Background information
- Born: Khalid ibn Abdulrahman ibn Mohammed al-Wadani al-Dosari خالد بن عبد الرحمن بن محمد الودعاني الدوسري 22 April 1965 (age 60)
- Origin: Riyadh, Saudi Arabia
- Genres: Saudi Arabian, Arabic Music
- Occupations: Singer, actor, composer, songwriter
- Instrument: Oud
- Years active: 1980's–present

= Khalid Abdulrahman =

Khalid Abdulrahman (خالد عبدالرحمن; born 22 April 1965) is a Saudi singer, actor, musician, poet, and songwriter. He is also a member of the Dawasir tribe. He first published poetry under the pseudonym 'Night Dweller' (مخاوي الليل) before revealing his true identity.
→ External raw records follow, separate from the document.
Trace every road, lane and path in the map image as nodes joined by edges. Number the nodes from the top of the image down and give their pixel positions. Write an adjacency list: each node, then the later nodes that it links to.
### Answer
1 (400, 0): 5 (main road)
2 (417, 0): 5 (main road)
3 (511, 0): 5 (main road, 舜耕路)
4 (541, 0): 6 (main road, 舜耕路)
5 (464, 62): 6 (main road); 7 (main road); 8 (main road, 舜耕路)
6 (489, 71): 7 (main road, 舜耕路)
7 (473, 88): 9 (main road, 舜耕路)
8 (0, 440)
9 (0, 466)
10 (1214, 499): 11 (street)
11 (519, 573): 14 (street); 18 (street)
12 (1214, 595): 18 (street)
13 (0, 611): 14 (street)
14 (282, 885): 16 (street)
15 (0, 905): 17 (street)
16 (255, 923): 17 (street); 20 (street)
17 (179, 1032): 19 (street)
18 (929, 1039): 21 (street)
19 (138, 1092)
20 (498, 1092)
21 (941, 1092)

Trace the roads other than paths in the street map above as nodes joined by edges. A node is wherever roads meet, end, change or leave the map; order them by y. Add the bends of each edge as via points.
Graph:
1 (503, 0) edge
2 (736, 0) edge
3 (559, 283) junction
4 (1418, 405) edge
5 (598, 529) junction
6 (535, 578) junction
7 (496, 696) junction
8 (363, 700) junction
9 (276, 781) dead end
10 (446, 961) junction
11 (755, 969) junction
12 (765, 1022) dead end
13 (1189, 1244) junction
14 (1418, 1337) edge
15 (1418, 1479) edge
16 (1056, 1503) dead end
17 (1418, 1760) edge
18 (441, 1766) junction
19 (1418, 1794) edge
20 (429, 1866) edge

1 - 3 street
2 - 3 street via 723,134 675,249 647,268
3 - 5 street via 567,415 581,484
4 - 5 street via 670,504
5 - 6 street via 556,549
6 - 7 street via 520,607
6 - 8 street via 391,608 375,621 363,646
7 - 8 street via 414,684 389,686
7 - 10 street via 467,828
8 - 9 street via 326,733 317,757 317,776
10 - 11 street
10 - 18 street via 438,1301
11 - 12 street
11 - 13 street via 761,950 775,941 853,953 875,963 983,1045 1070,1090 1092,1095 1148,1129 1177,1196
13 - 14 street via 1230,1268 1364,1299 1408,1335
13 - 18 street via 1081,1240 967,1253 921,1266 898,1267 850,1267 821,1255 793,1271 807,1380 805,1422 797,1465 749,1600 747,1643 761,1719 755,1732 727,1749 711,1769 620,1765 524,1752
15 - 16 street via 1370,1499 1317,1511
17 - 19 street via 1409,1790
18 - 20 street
Though Khalid did not want to be famous for his singing as he wanted to be for his poetry and retired for a month, but peers and fellow artists urged him to take up singing again.

He started singing in 1988. Some of his top songs are "Ahat" (Arabic: اهات), "Sarihini" (Arabic: صارحيني), "Sudiqini" (Arabic: صدقيني), "Khuberooh" (Arabic: خبروه), "Tedhkar" (Arabic :تذكار), and "Al-ata" (Arabic: العطا) and a lot more. He released an album Rouh Rouhey (روح روحي) (Soul of my Soul) in 2008. It contains 8 songs. He continued his career with works such as Khalideat (Arabic: خالديات) in 2010, Thani (Arabic: ثاني) in 2013, La Yrooh Balk (Arabic: لا يروح بالك) in 2014, and Al Hob Alkabeer (Arabic: الحب الكبير) in 2016. His latest song is (تنتخي بي).

Khalid Abdulrahman is known for his authenticity and often wrote music on his own to convey his personal emotions and experiences. Regardless of his fame, he's a private person and rarely appears in media interviews, allowing his music to speak for itself.